Suzanne K. Swan1, Marcie J. Hursting2
1Division of Nephrology, Hennepin County Medical Center and Total Renal Research, Inc., Minneapolis, Minnesota.
2Texas Biotechnology Corporation (as consultant), Houston, Texas.
Tóm tắt
Study Objective. To determine the pharmacokinetics and pharmacodynamics of argatroban in healthy volunteers and patients with hepatic or renal dysfunction.Design. Prospective, open‐label study (studies 1 and 3); prospective, open‐label, parallel‐group study (study 2).Settings. Two research centers and an inpatient clinic.Subjects. Study 1, healthy volunteers; study 2, healthy volunteers and volunteers with hepatic disease; study 3, volunteers with normal to severely impaired renal function assigned to one of four groups based on creatinine clearance.Intervention. Study 1, argatroban 125‐μg/kg bolus followed by 4‐hour continuous infusion of 2.5 μg/kg/minute; study 2, 4‐hour infusion of 2.5 μg/kg/minute (1.25 μg/kg/minute in one patient with hepatic impairment); study 3, 5‐μg/kg/minute continuous infusion over 4 hours.Measurements and Main Results.
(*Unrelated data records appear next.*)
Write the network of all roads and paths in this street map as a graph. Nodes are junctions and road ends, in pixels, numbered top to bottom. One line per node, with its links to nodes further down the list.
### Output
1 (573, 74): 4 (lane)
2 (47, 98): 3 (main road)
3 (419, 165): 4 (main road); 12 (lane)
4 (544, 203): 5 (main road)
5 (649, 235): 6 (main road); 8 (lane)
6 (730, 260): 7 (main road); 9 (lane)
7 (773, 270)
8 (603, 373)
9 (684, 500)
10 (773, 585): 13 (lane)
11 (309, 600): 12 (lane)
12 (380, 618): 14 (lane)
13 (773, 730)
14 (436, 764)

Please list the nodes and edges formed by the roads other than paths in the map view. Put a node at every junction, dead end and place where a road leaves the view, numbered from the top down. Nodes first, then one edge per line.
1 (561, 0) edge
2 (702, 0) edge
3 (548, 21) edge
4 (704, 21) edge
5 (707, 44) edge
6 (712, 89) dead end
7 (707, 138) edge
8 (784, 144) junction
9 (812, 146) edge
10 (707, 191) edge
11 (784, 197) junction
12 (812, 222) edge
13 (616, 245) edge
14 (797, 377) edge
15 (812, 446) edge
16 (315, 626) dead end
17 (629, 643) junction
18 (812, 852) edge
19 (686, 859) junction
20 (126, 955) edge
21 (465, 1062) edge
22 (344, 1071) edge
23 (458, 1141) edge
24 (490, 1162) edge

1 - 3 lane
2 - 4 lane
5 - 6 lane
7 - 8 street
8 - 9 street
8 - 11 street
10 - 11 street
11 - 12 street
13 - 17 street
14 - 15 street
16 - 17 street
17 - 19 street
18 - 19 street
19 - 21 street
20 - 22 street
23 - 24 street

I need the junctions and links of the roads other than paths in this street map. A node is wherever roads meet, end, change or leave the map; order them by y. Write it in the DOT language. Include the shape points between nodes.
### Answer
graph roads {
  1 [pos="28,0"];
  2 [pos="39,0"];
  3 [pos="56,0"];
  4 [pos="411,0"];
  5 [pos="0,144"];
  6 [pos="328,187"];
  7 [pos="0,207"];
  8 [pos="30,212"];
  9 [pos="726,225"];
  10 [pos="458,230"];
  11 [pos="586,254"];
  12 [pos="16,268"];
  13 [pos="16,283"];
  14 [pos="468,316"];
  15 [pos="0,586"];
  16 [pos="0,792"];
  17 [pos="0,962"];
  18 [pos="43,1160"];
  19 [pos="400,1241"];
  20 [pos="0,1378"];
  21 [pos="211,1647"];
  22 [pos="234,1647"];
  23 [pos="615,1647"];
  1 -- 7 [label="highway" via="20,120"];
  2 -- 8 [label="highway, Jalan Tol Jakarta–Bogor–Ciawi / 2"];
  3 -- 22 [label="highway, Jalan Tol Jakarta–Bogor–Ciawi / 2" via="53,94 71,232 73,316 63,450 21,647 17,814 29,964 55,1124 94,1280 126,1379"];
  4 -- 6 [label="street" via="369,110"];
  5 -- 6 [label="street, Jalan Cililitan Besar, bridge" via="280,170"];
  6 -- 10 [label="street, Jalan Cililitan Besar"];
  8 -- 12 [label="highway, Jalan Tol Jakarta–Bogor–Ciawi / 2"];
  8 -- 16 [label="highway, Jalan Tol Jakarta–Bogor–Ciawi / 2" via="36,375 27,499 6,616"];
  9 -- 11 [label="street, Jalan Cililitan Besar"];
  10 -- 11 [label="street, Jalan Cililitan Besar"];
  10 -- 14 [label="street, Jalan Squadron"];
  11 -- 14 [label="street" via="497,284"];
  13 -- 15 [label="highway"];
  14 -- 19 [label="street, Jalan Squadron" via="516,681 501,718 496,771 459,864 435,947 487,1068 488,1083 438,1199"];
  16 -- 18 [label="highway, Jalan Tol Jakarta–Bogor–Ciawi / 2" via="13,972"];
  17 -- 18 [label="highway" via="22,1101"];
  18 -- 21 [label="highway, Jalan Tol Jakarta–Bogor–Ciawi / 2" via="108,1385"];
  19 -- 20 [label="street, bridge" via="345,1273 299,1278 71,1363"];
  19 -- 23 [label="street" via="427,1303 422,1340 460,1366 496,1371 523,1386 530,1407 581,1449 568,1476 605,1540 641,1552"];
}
Blood samples were obtained to assess plasma argatroban concentration, plasma activated partial thromboplastin time (aPTT), and whole blood activated clotting time (ACT). Study 1: the pharmacokinetic profile was well described by a two‐compartment model with first‐order elimination; effect response and plasma argatroban concentrations were well correlated. Mean ± SD clearance, steady‐state volume of distribution, and half‐life values (40 healthy volunteers) were 4.7 ± 1.1 ml/minute/kg, 179.5 ± 33.0 ml/kg, and 46.2 ± 10.2 minutes, respectively. The only effect of age or gender was the approximately 20% lower clearance in elderly men versus elderly women, which did not translate to clinically or statistically significant differences in pharmacodynamic response. Study 2: in patients with hepatic impairment, area under the concentration versus time curve (AUC) from time zero (t0) to last measurable concentration, AUC from t0 to infinity, maximum concentration, and half‐life of argatroban were increased approximately 2‐to 3‐fold; clearance was one‐fourth that of healthy volunteers. For aPTT and ACT, AUC over time for mean effect and mean maximum effect was higher in these volunteers. Study 3: no significant differences were detected. All four groups had predictable response profiles over time.Conclusion. Argatroban should be easy to monitor and control, with little potential for underdosing or overdosing, regardless of age, gender, or renal function. Dosing precautions are recommended, however, in patients with hepatic dysfunction.